Directions for this task:
What's needed is an exact retyping of the lines from the start of the listing up to and including the line with "ring tip: (503, 286)", minus any pictures.

Data:
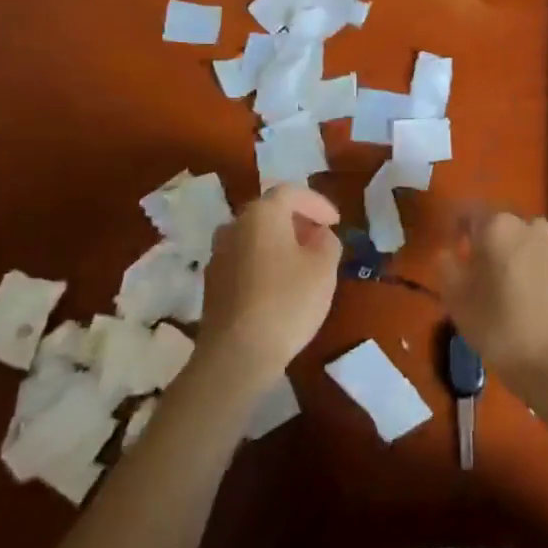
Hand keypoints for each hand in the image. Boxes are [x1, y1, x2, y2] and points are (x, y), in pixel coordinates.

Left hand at [198, 185, 341, 383]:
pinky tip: (279, 285)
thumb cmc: (287, 302)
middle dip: (297, 220)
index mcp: (261, 214)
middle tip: (320, 238)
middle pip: (269, 211)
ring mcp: (218, 255)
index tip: (336, 222)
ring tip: (301, 261)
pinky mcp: (212, 283)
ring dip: (278, 241)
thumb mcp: (324, 269)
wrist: (237, 354)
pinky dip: (263, 261)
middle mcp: (234, 226)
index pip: (291, 193)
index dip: (317, 203)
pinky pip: (243, 259)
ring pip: (254, 236)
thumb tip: (319, 234)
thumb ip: (327, 242)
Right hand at [438, 209, 547, 405]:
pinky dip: (532, 268)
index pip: (467, 211)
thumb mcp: (457, 300)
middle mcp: (529, 224)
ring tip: (503, 286)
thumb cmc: (499, 327)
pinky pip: (543, 257)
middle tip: (474, 272)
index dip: (454, 226)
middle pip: (499, 225)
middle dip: (485, 242)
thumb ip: (447, 266)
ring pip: (523, 241)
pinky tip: (528, 296)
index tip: (450, 247)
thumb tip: (449, 252)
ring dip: (511, 254)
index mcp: (497, 226)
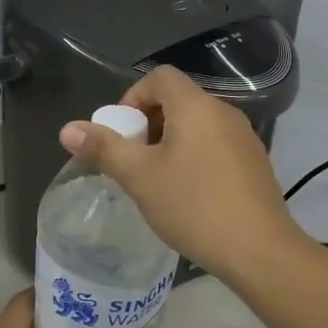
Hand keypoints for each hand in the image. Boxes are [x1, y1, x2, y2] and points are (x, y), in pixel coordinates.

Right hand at [57, 65, 303, 281]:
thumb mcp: (140, 177)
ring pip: (197, 125)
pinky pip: (216, 145)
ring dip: (171, 142)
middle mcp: (224, 112)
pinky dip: (194, 156)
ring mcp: (245, 137)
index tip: (122, 133)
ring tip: (157, 180)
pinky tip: (188, 194)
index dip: (133, 97)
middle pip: (178, 100)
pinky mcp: (255, 162)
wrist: (259, 250)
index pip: (160, 77)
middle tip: (134, 160)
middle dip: (149, 123)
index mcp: (196, 106)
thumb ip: (103, 148)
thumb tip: (68, 129)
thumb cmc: (193, 206)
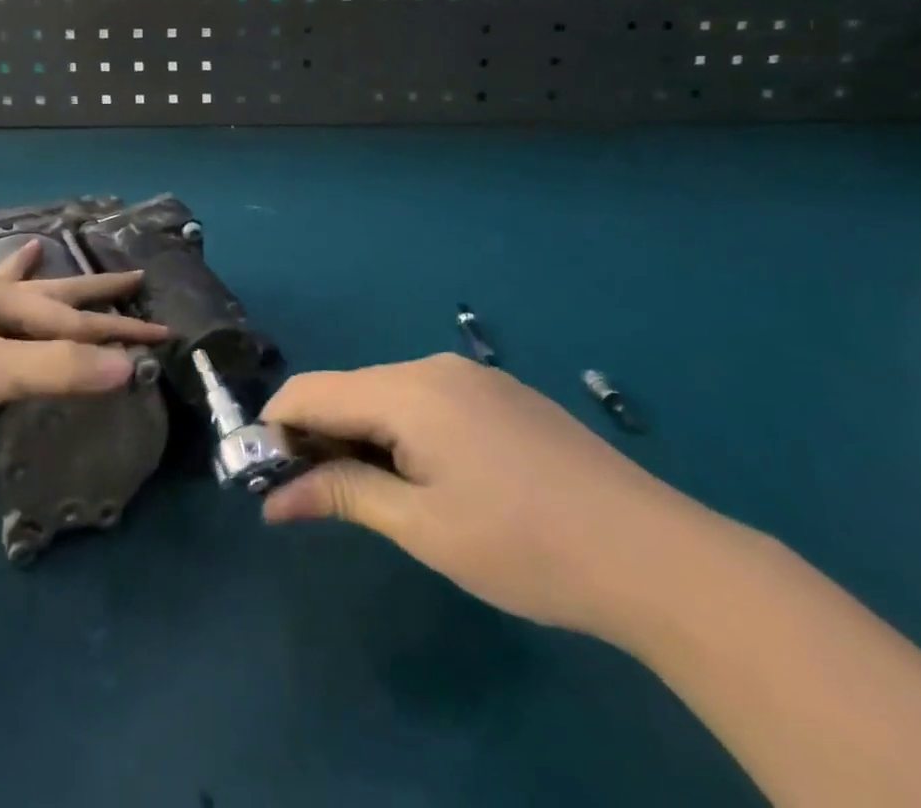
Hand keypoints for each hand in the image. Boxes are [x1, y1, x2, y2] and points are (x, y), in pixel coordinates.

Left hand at [0, 240, 166, 474]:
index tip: (164, 334)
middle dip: (92, 292)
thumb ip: (56, 371)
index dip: (120, 331)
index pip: (74, 318)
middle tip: (134, 275)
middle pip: (48, 293)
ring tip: (44, 250)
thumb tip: (129, 370)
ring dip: (37, 282)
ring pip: (8, 296)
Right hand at [261, 354, 708, 643]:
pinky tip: (432, 478)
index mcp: (406, 389)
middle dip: (320, 435)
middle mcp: (432, 366)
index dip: (277, 427)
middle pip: (349, 390)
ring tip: (376, 495)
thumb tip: (273, 500)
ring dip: (363, 435)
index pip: (311, 390)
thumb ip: (343, 495)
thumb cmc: (524, 545)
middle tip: (317, 497)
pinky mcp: (501, 394)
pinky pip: (427, 400)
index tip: (265, 475)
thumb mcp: (423, 527)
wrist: (655, 554)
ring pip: (388, 395)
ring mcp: (472, 376)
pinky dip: (403, 431)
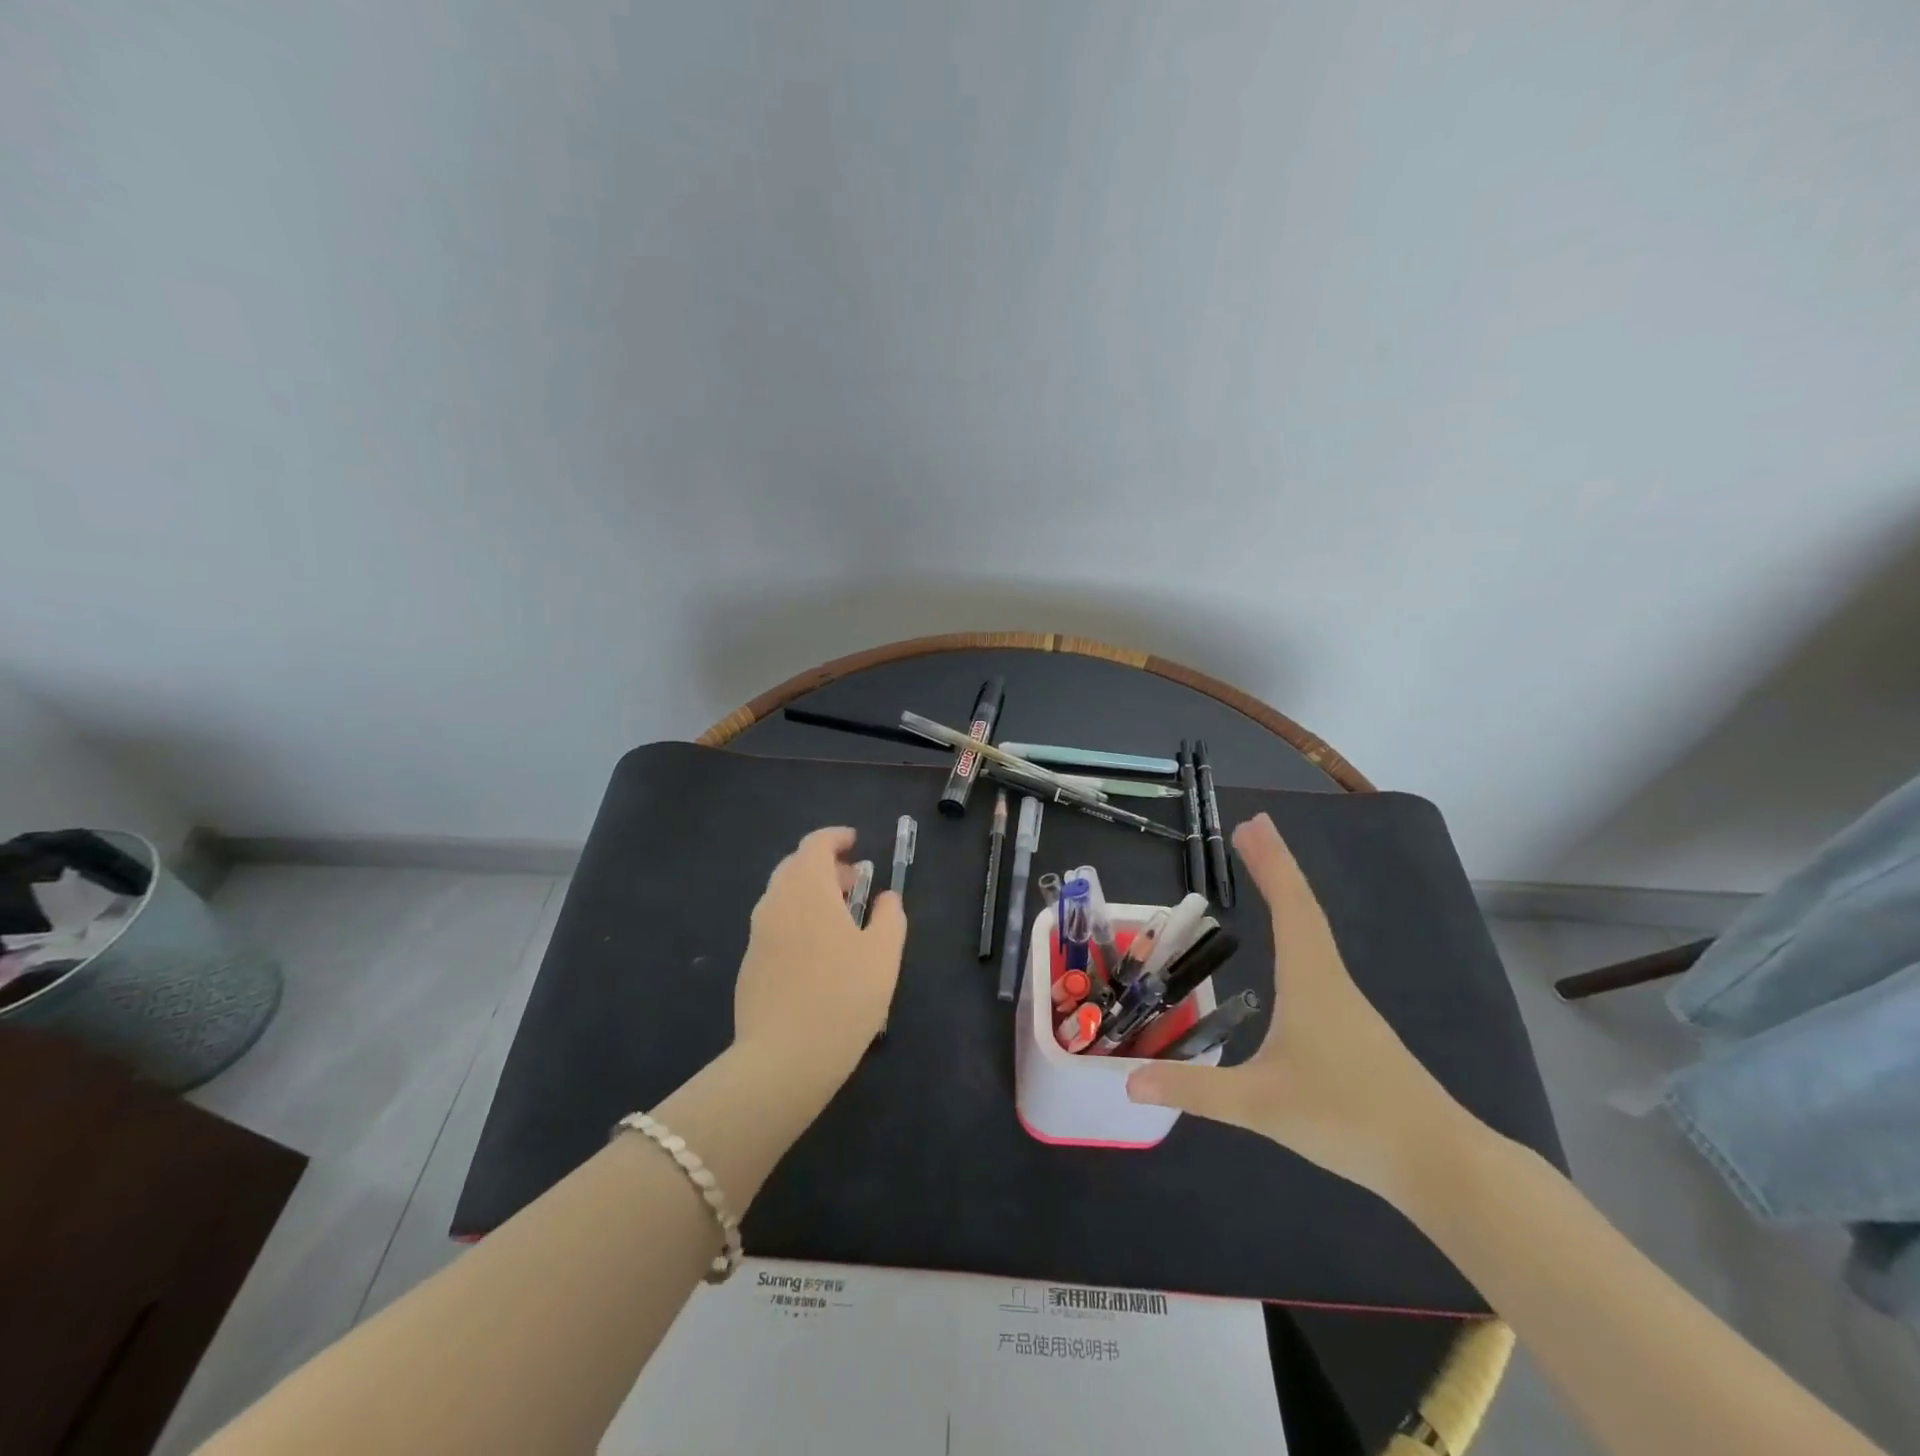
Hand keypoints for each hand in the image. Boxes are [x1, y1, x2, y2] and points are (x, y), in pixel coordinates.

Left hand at [734, 827, 906, 1086]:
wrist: (783, 1060)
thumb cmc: (843, 998)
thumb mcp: (884, 954)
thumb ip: (889, 916)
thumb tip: (886, 897)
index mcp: (807, 890)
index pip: (815, 845)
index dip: (836, 838)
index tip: (856, 843)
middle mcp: (776, 902)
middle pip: (795, 867)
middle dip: (825, 867)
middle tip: (855, 884)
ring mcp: (758, 934)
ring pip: (783, 896)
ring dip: (811, 894)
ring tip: (841, 919)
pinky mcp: (750, 964)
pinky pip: (776, 924)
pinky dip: (798, 919)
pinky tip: (819, 952)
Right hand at [1126, 813, 1471, 1202]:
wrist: (1441, 1164)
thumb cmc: (1348, 1119)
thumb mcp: (1260, 1105)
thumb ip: (1194, 1090)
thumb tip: (1130, 1082)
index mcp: (1311, 981)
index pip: (1290, 906)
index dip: (1270, 863)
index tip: (1251, 824)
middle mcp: (1330, 981)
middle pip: (1303, 908)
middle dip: (1276, 865)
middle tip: (1251, 828)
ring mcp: (1346, 1005)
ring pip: (1314, 934)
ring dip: (1288, 894)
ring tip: (1265, 872)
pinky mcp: (1354, 1030)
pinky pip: (1317, 961)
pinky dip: (1298, 931)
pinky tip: (1290, 952)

Solution below:
Hand keypoints for each hand in the image. Boxes are [x1, y1, x2, y2] and points are (x, y), in pixel coordinates.

Left hand at [198, 185, 341, 383]:
pinky tip: (279, 285)
thumb cmc: (287, 302)
middle dip: (297, 220)
index mcp: (261, 214)
middle tip: (320, 238)
middle pip: (269, 211)
ring mcp: (218, 255)
index tip: (336, 222)
ring tip: (301, 261)
pinky mcp: (212, 283)
ring dip: (278, 241)
thumb mcp: (324, 269)
wrist: (237, 354)
pinky dip: (263, 261)
middle mcp: (234, 226)
index pip: (291, 193)
index dip: (317, 203)
pinky pip: (243, 259)
ring pip: (254, 236)
thumb tip: (319, 234)
thumb ip: (327, 242)
Right hand at [438, 209, 547, 405]:
pinky dip: (532, 268)
index pip: (467, 211)
thumb mcp: (457, 300)
middle mcp: (529, 224)
ring tip: (503, 286)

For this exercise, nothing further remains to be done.